Wednesday 5 September 2012

What I learned from Disney

"What screws us up most in life is the picture in our head of how it's supposed to be"

When I was growing up, I knew what my life was going to look like...I would live with a happy family, go to school, have good friends, go to university to study something I loved, probably fall in love while I was at uni, find a secure job that I enjoyed every day, get married by the time I was 25, pop out a few kids and live happily ever after.

It was a good plan
                          ...if only life had followed the script.

I didn't plan for my parents to get divorced, to have to move to another school because of bullying, to dislike uni so much that I contemplated dropping out, to move to the other side of the world, to still be single, to be made redundant.

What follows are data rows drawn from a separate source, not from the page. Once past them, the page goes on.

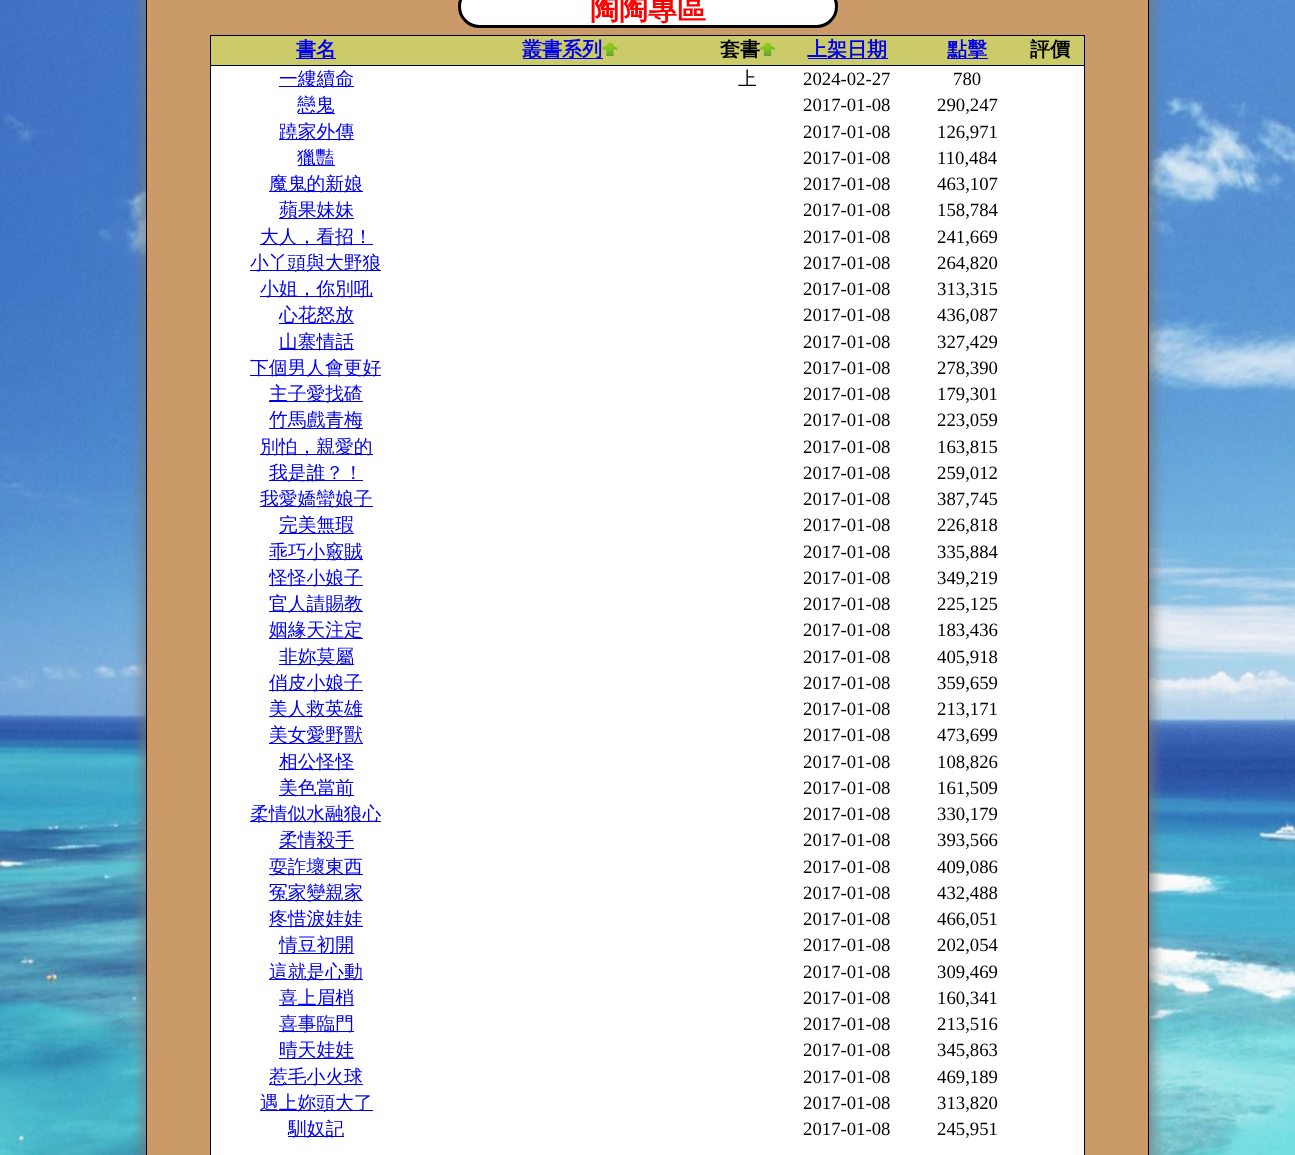 <!DOCTYPE html>
<meta charset="utf-8">
<style>body { margin: 0 } canvas { display: block }</style>
<canvas id="canvas" width="1295" height="1155"></canvas>
<script type="module">
  const canvas = document.getElementById("canvas");
  const ctx = canvas.getContext("2d");
  ctx.miterLimit = 4;
  ctx.fontKerning = "normal";
  async function loadImage(src) {
    const img = new Image();
    img.src = src;
    await img.decode();
    return img;
  }

  ctx.fillStyle = "#ffffff";
  ctx.fillRect(0, 0, 1295, 1155);
  ctx.drawImage(await loadImage("img1.png"), 0, 0, 1295, 1155);
  ctx.fillStyle = "rgba(119, 119, 119, 0.75)";
  ctx.filter = "blur(6px)";
  ctx.beginPath();
  ctx.rect(141, -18, 1013, 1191);
  ctx.fill();
  ctx.filter = "none";
  ctx.fillStyle = "#cb9a69";
  ctx.beginPath();
  ctx.rect(146.5, -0.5, 1002, 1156);
  ctx.fill();
  ctx.strokeStyle = "#000000";
  ctx.stroke();
  ctx.fillStyle = "#ffffff";
  ctx.beginPath();
  ctx.roundRect(459.5, -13.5, 377, 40, 20);
  ctx.fill();
  ctx.lineWidth = 3;
  ctx.stroke();
  ctx.font = "bold 29px WenQuanYi Zen Hei";
  ctx.fillStyle = "#ff0000";
  ctx.fillText("陶陶專區", 590, 19);
  ctx.fillStyle = "#ffffff";
  ctx.fillRect(211, 66, 873, 1089);
  ctx.fillStyle = "#000000";
  ctx.fillRect(210, 35, 875, 1);
  ctx.fillRect(1084, 35, 1, 1120);
  ctx.fillRect(210, 35, 1, 1120);
  ctx.fillStyle = "#cbcb69";
  ctx.fillRect(211, 36, 873, 29);
  ctx.fillStyle = "#0000ee";
  ctx.fillRect(296, 58, 40, 1);
  ctx.font = "bold 20px WenQuanYi Zen Hei";
  ctx.fillText("書名", 296, 56);
  ctx.fillRect(523, 58, 80, 1);
  ctx.fillText("叢書系列", 522, 56);
  ctx.drawImage(await loadImage("img2.png"), 602, 42, 16, 14);
  ctx.fillStyle = "#000000";
  ctx.fillText("套書", 720, 56);
  ctx.drawImage(await loadImage("img3.png"), 760, 42, 15, 14);
  ctx.fillStyle = "#0000ee";
  ctx.fillRect(808, 58, 80, 1);
  ctx.fillText("上架日期", 807, 56);
  ctx.fillRect(948, 58, 40, 1);
  ctx.fillText("點擊", 947, 56);
  ctx.fillStyle = "#000000";
  ctx.fillRect(210, 65, 875, 1);
  ctx.fillText("評價", 1030, 56);
  ctx.fillStyle = "#0000ee";
  ctx.fillRect(279, 86, 75, 1);
  ctx.font = "500 18.75px WenQuanYi Zen Hei";
  ctx.fillText("一縷續命", 279, 85);
  ctx.fillStyle = "#000000";
  ctx.fillText("上", 738, 85);
  ctx.font = "18.75px Liberation Serif";
  ctx.fillText("2024-02-27", 803, 85);
  ctx.fillText("780", 953, 85);
  ctx.fillStyle = "#0000ee";
  ctx.fillRect(298, 113, 37, 1);
  ctx.font = "500 18.75px WenQuanYi Zen Hei";
  ctx.fillText("戀鬼", 297, 111);
  ctx.font = "18.75px Liberation Serif";
  ctx.fillStyle = "#000000";
  ctx.fillText("2017-01-08", 803, 111);
  ctx.fillText("290,247", 937, 111);
  ctx.fillStyle = "#0000ee";
  ctx.fillRect(279, 139, 75, 1);
  ctx.font = "500 18.75px WenQuanYi Zen Hei";
  ctx.fillText("蹺家外傳", 279, 138);
  ctx.font = "18.75px Liberation Serif";
  ctx.fillStyle = "#000000";
  ctx.fillText("2017-01-08", 803, 138);
  ctx.fillText("126,971", 937, 138);
  ctx.fillStyle = "#0000ee";
  ctx.fillRect(298, 165, 37, 1);
  ctx.font = "500 18.75px WenQuanYi Zen Hei";
  ctx.fillText("獵豔", 297, 164);
  ctx.font = "18.75px Liberation Serif";
  ctx.fillStyle = "#000000";
  ctx.fillText("2017-01-08", 803, 164);
  ctx.fillText("110,484", 937, 164);
  ctx.fillStyle = "#0000ee";
  ctx.fillRect(269, 191, 94, 1);
  ctx.font = "500 18.75px WenQuanYi Zen Hei";
  ctx.fillText("魔鬼的新娘", 269, 190);
  ctx.font = "18.75px Liberation Serif";
  ctx.fillStyle = "#000000";
  ctx.fillText("2017-01-08", 803, 190);
  ctx.fillText("463,107", 937, 190);
  ctx.fillStyle = "#0000ee";
  ctx.fillRect(279, 218, 75, 1);
  ctx.font = "500 18.75px WenQuanYi Zen Hei";
  ctx.fillText("蘋果妹妹", 279, 216);
  ctx.font = "18.75px Liberation Serif";
  ctx.fillStyle = "#000000";
  ctx.fillText("2017-01-08", 803, 216);
  ctx.fillText("158,784", 937, 216);
  ctx.fillStyle = "#0000ee";
  ctx.fillRect(260, 244, 113, 1);
  ctx.font = "500 18.75px WenQuanYi Zen Hei";
  ctx.fillText("大人，看招！", 260, 243);
  ctx.font = "18.75px Liberation Serif";
  ctx.fillStyle = "#000000";
  ctx.fillText("2017-01-08", 803, 243);
  ctx.fillText("241,669", 937, 243);
  ctx.fillStyle = "#0000ee";
  ctx.fillRect(250, 270, 131, 1);
  ctx.font = "500 18.75px WenQuanYi Zen Hei";
  ctx.fillText("小丫頭與大野狼", 250, 269);
  ctx.font = "18.75px Liberation Serif";
  ctx.fillStyle = "#000000";
  ctx.fillText("2017-01-08", 803, 269);
  ctx.fillText("264,820", 937, 269);
  ctx.fillStyle = "#0000ee";
  ctx.fillRect(260, 296, 113, 1);
  ctx.font = "500 18.75px WenQuanYi Zen Hei";
  ctx.fillText("小姐，你別吼", 260, 295);
  ctx.font = "18.75px Liberation Serif";
  ctx.fillStyle = "#000000";
  ctx.fillText("2017-01-08", 803, 295);
  ctx.fillText("313,315", 937, 295);
  ctx.fillStyle = "#0000ee";
  ctx.fillRect(279, 323, 75, 1);
  ctx.font = "500 18.75px WenQuanYi Zen Hei";
  ctx.fillText("心花怒放", 279, 321);
  ctx.font = "18.75px Liberation Serif";
  ctx.fillStyle = "#000000";
  ctx.fillText("2017-01-08", 803, 321);
  ctx.fillText("436,087", 937, 321);
  ctx.fillStyle = "#0000ee";
  ctx.fillRect(279, 349, 75, 1);
  ctx.font = "500 18.75px WenQuanYi Zen Hei";
  ctx.fillText("山寨情話", 279, 348);
  ctx.font = "18.75px Liberation Serif";
  ctx.fillStyle = "#000000";
  ctx.fillText("2017-01-08", 803, 348);
  ctx.fillText("327,429", 937, 348);
  ctx.fillStyle = "#0000ee";
  ctx.fillRect(250, 375, 131, 1);
  ctx.font = "500 18.75px WenQuanYi Zen Hei";
  ctx.fillText("下個男人會更好", 250, 374);
  ctx.font = "18.75px Liberation Serif";
  ctx.fillStyle = "#000000";
  ctx.fillText("2017-01-08", 803, 374);
  ctx.fillText("278,390", 937, 374);
  ctx.fillStyle = "#0000ee";
  ctx.fillRect(269, 401, 94, 1);
  ctx.font = "500 18.75px WenQuanYi Zen Hei";
  ctx.fillText("主子愛找碴", 269, 400);
  ctx.font = "18.75px Liberation Serif";
  ctx.fillStyle = "#000000";
  ctx.fillText("2017-01-08", 803, 400);
  ctx.fillText("179,301", 937, 400);
  ctx.fillStyle = "#0000ee";
  ctx.fillRect(269, 428, 94, 1);
  ctx.font = "500 18.75px WenQuanYi Zen Hei";
  ctx.fillText("竹馬戲青梅", 269, 426);
  ctx.font = "18.75px Liberation Serif";
  ctx.fillStyle = "#000000";
  ctx.fillText("2017-01-08", 803, 426);
  ctx.fillText("223,059", 937, 426);
  ctx.fillStyle = "#0000ee";
  ctx.fillRect(260, 454, 113, 1);
  ctx.font = "500 18.75px WenQuanYi Zen Hei";
  ctx.fillText("別怕，親愛的", 260, 453);
  ctx.font = "18.75px Liberation Serif";
  ctx.fillStyle = "#000000";
  ctx.fillText("2017-01-08", 803, 453);
  ctx.fillText("163,815", 937, 453);
  ctx.fillStyle = "#0000ee";
  ctx.fillRect(269, 480, 94, 1);
  ctx.font = "500 18.75px WenQuanYi Zen Hei";
  ctx.fillText("我是誰？！", 269, 479);
  ctx.font = "18.75px Liberation Serif";
  ctx.fillStyle = "#000000";
  ctx.fillText("2017-01-08", 803, 479);
  ctx.fillText("259,012", 937, 479);
  ctx.fillStyle = "#0000ee";
  ctx.fillRect(260, 506, 113, 1);
  ctx.font = "500 18.75px WenQuanYi Zen Hei";
  ctx.fillText("我愛嬌蠻娘子", 260, 505);
  ctx.font = "18.75px Liberation Serif";
  ctx.fillStyle = "#000000";
  ctx.fillText("2017-01-08", 803, 505);
  ctx.fillText("387,745", 937, 505);
  ctx.fillStyle = "#0000ee";
  ctx.fillRect(279, 533, 75, 1);
  ctx.font = "500 18.75px WenQuanYi Zen Hei";
  ctx.fillText("完美無瑕", 279, 531);
  ctx.font = "18.75px Liberation Serif";
  ctx.fillStyle = "#000000";
  ctx.fillText("2017-01-08", 803, 531);
  ctx.fillText("226,818", 937, 531);
  ctx.fillStyle = "#0000ee";
  ctx.fillRect(269, 559, 94, 1);
  ctx.font = "500 18.75px WenQuanYi Zen Hei";
  ctx.fillText("乖巧小竅賊", 269, 558);
  ctx.font = "18.75px Liberation Serif";
  ctx.fillStyle = "#000000";
  ctx.fillText("2017-01-08", 803, 558);
  ctx.fillText("335,884", 937, 558);
  ctx.fillStyle = "#0000ee";
  ctx.fillRect(269, 585, 94, 1);
  ctx.font = "500 18.75px WenQuanYi Zen Hei";
  ctx.fillText("怪怪小娘子", 269, 584);
  ctx.font = "18.75px Liberation Serif";
  ctx.fillStyle = "#000000";
  ctx.fillText("2017-01-08", 803, 584);
  ctx.fillText("349,219", 937, 584);
  ctx.fillStyle = "#0000ee";
  ctx.fillRect(269, 611, 94, 1);
  ctx.font = "500 18.75px WenQuanYi Zen Hei";
  ctx.fillText("官人請賜教", 269, 610);
  ctx.font = "18.75px Liberation Serif";
  ctx.fillStyle = "#000000";
  ctx.fillText("2017-01-08", 803, 610);
  ctx.fillText("225,125", 937, 610);
  ctx.fillStyle = "#0000ee";
  ctx.fillRect(269, 638, 94, 1);
  ctx.font = "500 18.75px WenQuanYi Zen Hei";
  ctx.fillText("姻緣天注定", 269, 636);
  ctx.font = "18.75px Liberation Serif";
  ctx.fillStyle = "#000000";
  ctx.fillText("2017-01-08", 803, 636);
  ctx.fillText("183,436", 937, 636);
  ctx.fillStyle = "#0000ee";
  ctx.fillRect(279, 664, 75, 1);
  ctx.font = "500 18.75px WenQuanYi Zen Hei";
  ctx.fillText("非妳莫屬", 279, 663);
  ctx.font = "18.75px Liberation Serif";
  ctx.fillStyle = "#000000";
  ctx.fillText("2017-01-08", 803, 663);
  ctx.fillText("405,918", 937, 663);
  ctx.fillStyle = "#0000ee";
  ctx.fillRect(269, 690, 94, 1);
  ctx.font = "500 18.75px WenQuanYi Zen Hei";
  ctx.fillText("俏皮小娘子", 269, 689);
  ctx.font = "18.75px Liberation Serif";
  ctx.fillStyle = "#000000";
  ctx.fillText("2017-01-08", 803, 689);
  ctx.fillText("359,659", 937, 689);
  ctx.fillStyle = "#0000ee";
  ctx.fillRect(269, 716, 94, 1);
  ctx.font = "500 18.75px WenQuanYi Zen Hei";
  ctx.fillText("美人救英雄", 269, 715);
  ctx.font = "18.75px Liberation Serif";
  ctx.fillStyle = "#000000";
  ctx.fillText("2017-01-08", 803, 715);
  ctx.fillText("213,171", 937, 715);
  ctx.fillStyle = "#0000ee";
  ctx.fillRect(269, 743, 94, 1);
  ctx.font = "500 18.75px WenQuanYi Zen Hei";
  ctx.fillText("美女愛野獸", 269, 741);
  ctx.font = "18.75px Liberation Serif";
  ctx.fillStyle = "#000000";
  ctx.fillText("2017-01-08", 803, 741);
  ctx.fillText("473,699", 937, 741);
  ctx.fillStyle = "#0000ee";
  ctx.fillRect(279, 769, 75, 1);
  ctx.font = "500 18.75px WenQuanYi Zen Hei";
  ctx.fillText("相公怪怪", 279, 768);
  ctx.font = "18.75px Liberation Serif";
  ctx.fillStyle = "#000000";
  ctx.fillText("2017-01-08", 803, 768);
  ctx.fillText("108,826", 937, 768);
  ctx.fillStyle = "#0000ee";
  ctx.fillRect(279, 795, 75, 1);
  ctx.font = "500 18.75px WenQuanYi Zen Hei";
  ctx.fillText("美色當前", 279, 794);
  ctx.font = "18.75px Liberation Serif";
  ctx.fillStyle = "#000000";
  ctx.fillText("2017-01-08", 803, 794);
  ctx.fillText("161,509", 937, 794);
  ctx.fillStyle = "#0000ee";
  ctx.fillRect(250, 821, 131, 1);
  ctx.font = "500 18.75px WenQuanYi Zen Hei";
  ctx.fillText("柔情似水融狼心", 250, 820);
  ctx.font = "18.75px Liberation Serif";
  ctx.fillStyle = "#000000";
  ctx.fillText("2017-01-08", 803, 820);
  ctx.fillText("330,179", 937, 820);
  ctx.fillStyle = "#0000ee";
  ctx.fillRect(279, 848, 75, 1);
  ctx.font = "500 18.75px WenQuanYi Zen Hei";
  ctx.fillText("柔情殺手", 279, 846);
  ctx.font = "18.75px Liberation Serif";
  ctx.fillStyle = "#000000";
  ctx.fillText("2017-01-08", 803, 846);
  ctx.fillText("393,566", 937, 846);
  ctx.fillStyle = "#0000ee";
  ctx.fillRect(269, 874, 94, 1);
  ctx.font = "500 18.75px WenQuanYi Zen Hei";
  ctx.fillText("耍詐壞東西", 269, 873);
  ctx.font = "18.75px Liberation Serif";
  ctx.fillStyle = "#000000";
  ctx.fillText("2017-01-08", 803, 873);
  ctx.fillText("409,086", 937, 873);
  ctx.fillStyle = "#0000ee";
  ctx.fillRect(269, 900, 94, 1);
  ctx.font = "500 18.75px WenQuanYi Zen Hei";
  ctx.fillText("冤家變親家", 269, 899);
  ctx.font = "18.75px Liberation Serif";
  ctx.fillStyle = "#000000";
  ctx.fillText("2017-01-08", 803, 899);
  ctx.fillText("432,488", 937, 899);
  ctx.fillStyle = "#0000ee";
  ctx.fillRect(269, 926, 94, 1);
  ctx.font = "500 18.75px WenQuanYi Zen Hei";
  ctx.fillText("疼惜淚娃娃", 269, 925);
  ctx.font = "18.75px Liberation Serif";
  ctx.fillStyle = "#000000";
  ctx.fillText("2017-01-08", 803, 925);
  ctx.fillText("466,051", 937, 925);
  ctx.fillStyle = "#0000ee";
  ctx.fillRect(279, 953, 75, 1);
  ctx.font = "500 18.75px WenQuanYi Zen Hei";
  ctx.fillText("情豆初開", 279, 951);
  ctx.font = "18.75px Liberation Serif";
  ctx.fillStyle = "#000000";
  ctx.fillText("2017-01-08", 803, 951);
  ctx.fillText("202,054", 937, 951);
  ctx.fillStyle = "#0000ee";
  ctx.fillRect(269, 979, 94, 1);
  ctx.font = "500 18.75px WenQuanYi Zen Hei";
  ctx.fillText("這就是心動", 269, 978);
  ctx.font = "18.75px Liberation Serif";
  ctx.fillStyle = "#000000";
  ctx.fillText("2017-01-08", 803, 978);
  ctx.fillText("309,469", 937, 978);
  ctx.fillStyle = "#0000ee";
  ctx.fillRect(279, 1005, 75, 1);
  ctx.font = "500 18.75px WenQuanYi Zen Hei";
  ctx.fillText("喜上眉梢", 279, 1004);
  ctx.font = "18.75px Liberation Serif";
  ctx.fillStyle = "#000000";
  ctx.fillText("2017-01-08", 803, 1004);
  ctx.fillText("160,341", 937, 1004);
  ctx.fillStyle = "#0000ee";
  ctx.fillRect(279, 1031, 75, 1);
  ctx.font = "500 18.75px WenQuanYi Zen Hei";
  ctx.fillText("喜事臨門", 279, 1030);
  ctx.font = "18.75px Liberation Serif";
  ctx.fillStyle = "#000000";
  ctx.fillText("2017-01-08", 803, 1030);
  ctx.fillText("213,516", 937, 1030);
  ctx.fillStyle = "#0000ee";
  ctx.fillRect(279, 1058, 75, 1);
  ctx.font = "500 18.75px WenQuanYi Zen Hei";
  ctx.fillText("晴天娃娃", 279, 1056);
  ctx.font = "18.75px Liberation Serif";
  ctx.fillStyle = "#000000";
  ctx.fillText("2017-01-08", 803, 1056);
  ctx.fillText("345,863", 937, 1056);
  ctx.fillStyle = "#0000ee";
  ctx.fillRect(269, 1084, 94, 1);
  ctx.font = "500 18.75px WenQuanYi Zen Hei";
  ctx.fillText("惹毛小火球", 269, 1083);
  ctx.font = "18.75px Liberation Serif";
  ctx.fillStyle = "#000000";
  ctx.fillText("2017-01-08", 803, 1083);
  ctx.fillText("469,189", 937, 1083);
  ctx.fillStyle = "#0000ee";
  ctx.fillRect(260, 1110, 113, 1);
  ctx.font = "500 18.75px WenQuanYi Zen Hei";
  ctx.fillText("遇上妳頭大了", 260, 1109);
  ctx.font = "18.75px Liberation Serif";
  ctx.fillStyle = "#000000";
  ctx.fillText("2017-01-08", 803, 1109);
  ctx.fillText("313,820", 937, 1109);
  ctx.fillStyle = "#0000ee";
  ctx.fillRect(288, 1136, 56, 1);
  ctx.font = "500 18.75px WenQuanYi Zen Hei";
  ctx.fillText("馴奴記", 288, 1135);
  ctx.font = "18.75px Liberation Serif";
  ctx.fillStyle = "#000000";
  ctx.fillText("2017-01-08", 803, 1135);
  ctx.fillText("245,951", 937, 1135);
</script>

I'm not trying to make you feel sorry for me, not at all. I don't feel sorry for me, because I guess what I'm saying is that, just because things haven't turned out as I imagined they would, doesn't mean they haven't turned out in the best possible way, the way they were meant to.

You know what I think? I think a lot of the pictures in our heads of what lives is supposed to look like come from Disney movies. It's so easy to blur the line between real life and 'happily ever after' lives when that's what we watch growing up.

Here's a quick run down of things I learned from Disney movies...

Cinderella - if you just accept all the bad stuff that happens, eventually the good stuff will come.
Unfortunately, the amount of bad stuff you go through doesn't determine the amount of good stuff you'll get. Life just doesn't work that way. Sometimes you actually have to work for the good stuff and stand up for yourself in the bad.
Also, glass shoes are going to give you blisters.

Snow White and the Seven Dwarves - a kiss fixes all your problems. Well, maybe not just a kiss, but true love's first kiss. Um, no. Sometimes it just gives you more problems.
And it's usually not ok for a girl to live with seven men.

The Little Mermaid - you need to change your appearance, give up your talents, your home and family to get the guy. But surely it's all worth it, because that's all that matters, right? Or not.

The Hunchback of Notre Dame - the ugly guy won't get the girl. Sure, he can be the hero and save her, but she's still going to run off with the hot one. Good old Disney, all about the beauty.

The beautiful princess waits around for years until her prince comes to rescue her. They kiss and then her life is complete and all that's left is happily ever after.

No wonder we have such distorted images of how life should be. So, what do we do with that? I think we just need to know that movies, any movies, are a product of some scriptwriter's creativity. The characters say the right things because it's in the script. Don't you hate it when you have a conversation planned out in your head and the other person doesn't stick to the script?

I love Disney movies and I'm not going to stop watching them but we also need to step back into reality, to accept that life doesn't always turn out how we thought it would, but that doesn't make it any less beautiful or fulfilling.

Maybe happily ever afters aren't all they're cracked up to be.